Il caso legato al rapporto di compressione in Formula 1 si è acceso con un passaggio tecnico che, da 1° giugno, cambia il modo in cui la FIA conduce una specifica verifica. La questione resta aperta nei suoi esiti, mentre nel paddock cresce l’attenzione sulle interpretazioni regolamentari e su tempi, approvazioni e ricadute per la squadra che guida il mondiale.

rapporto di compressione f1: nuova verifica della fia dal 1° giugno

Dal 1° giugno, la FIA abbina al controllo svolto a temperatura ambiente anche una verifica effettuata a caldo. La procedura a caldo prevede di portare l’olio a una temperatura di 130 gradi, così da osservare il comportamento del parametro in condizioni diverse rispetto a quelle ordinarie di misura.

Il punto cruciale è che non è ancora chiaro come andrà a finire l’intera questione legata al rapporto di compressione, poiché il riscontro finale dipenderà dall’esito della nuova modalità di controllo introdotta dall’organo di governo.

mercedes e rapporto di compressione: piena fiducia sulla legalità del motore

Nelle interlocuzioni con lo staff Mercedes emerge la piena consapevolezza che non emergerà alcun problema. La posizione si fonda sulla convinzione di operare nel perimetro della legalità del 6 cilindri AMG M17 E Performance, realizzato a Brixworth.

vincent pereme e l’assenso sulla soluzione tecnica

La FIA, tramite Vincent Pereme, responsabile francese dell’area power unit dell’organo di governo, avrebbe dato pieno assenso alla soluzione sviluppata dai motoristi della Stella. Il riferimento è alla soluzione sviluppata e poi realizzata in risposta alle esigenze tecniche connesse al controllo del parametro oggetto della disputa.

Secondo quanto riportato, questo benestare sarebbe arrivato prima della fase attuale di verifiche, rafforzando la linea difensiva di Mercedes sul rispetto delle norme.

omologazione e tolleranza: indiscrezioni nel paddock su controllo a caldo

Secondo indiscrezioni raccolte nel paddock, l’unità Mercedes sarebbe stata omologata prima dell’avvio del mondiale già in grado di superare la verifica a caldo. Il riferimento indicato è una tolleranza fissata a 16,7:1.

In parallelo, diversi altri costruttori avrebbero contestato la linea di sviluppo adottata dalla squadra che sta dominando la stagione, secondo quanto emerso dal confronto nel circus. Le critiche ruotano sull’idea che l’introduzione della doppia camera sia avvenuta al di fuori dello spirito del regolamento.

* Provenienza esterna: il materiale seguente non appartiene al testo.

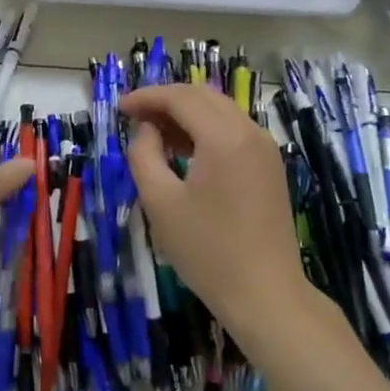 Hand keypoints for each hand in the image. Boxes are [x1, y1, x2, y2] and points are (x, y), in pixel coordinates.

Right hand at [120, 83, 310, 335]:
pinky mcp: (270, 167)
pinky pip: (234, 132)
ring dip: (186, 114)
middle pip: (203, 97)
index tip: (119, 109)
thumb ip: (144, 155)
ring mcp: (265, 149)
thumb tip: (147, 130)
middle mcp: (250, 132)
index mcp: (224, 137)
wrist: (264, 293)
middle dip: (166, 100)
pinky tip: (184, 150)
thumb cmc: (206, 250)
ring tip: (154, 133)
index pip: (180, 98)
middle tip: (134, 117)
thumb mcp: (160, 201)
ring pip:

hywel thomas e la ricerca di una zona grigia regolamentare

Gli ingegneri guidati da Hywel Thomas avrebbero individuato una zona grigia del regolamento, decidendo di muoversi con decisione su quell’interpretazione. Il contesto descritto evidenzia un approccio tecnico che punta a sfruttare dettagli normativi, pur restando nel perimetro di ciò che viene considerato compatibile con le regole applicate.

aggiornamenti al regolamento: proposta dell’articolo c5.4.3 e modifica del 16 ottobre 2025

Un aspetto determinante della vicenda riguarda il fatto che il regolamento tecnico di Formula 1 sia stato oggetto di diversi aggiornamenti. Tali modifiche sarebbero state discusse in F1 Commission e successivamente approvate dal Consiglio Mondiale della FIA.

Dentro questo quadro, cresce la curiosità su chi abbia proposto la variazione dell’articolo C5.4.3, datata 16 ottobre 2025.

testo precedente e aggiunta della clausola “a temperatura ambiente”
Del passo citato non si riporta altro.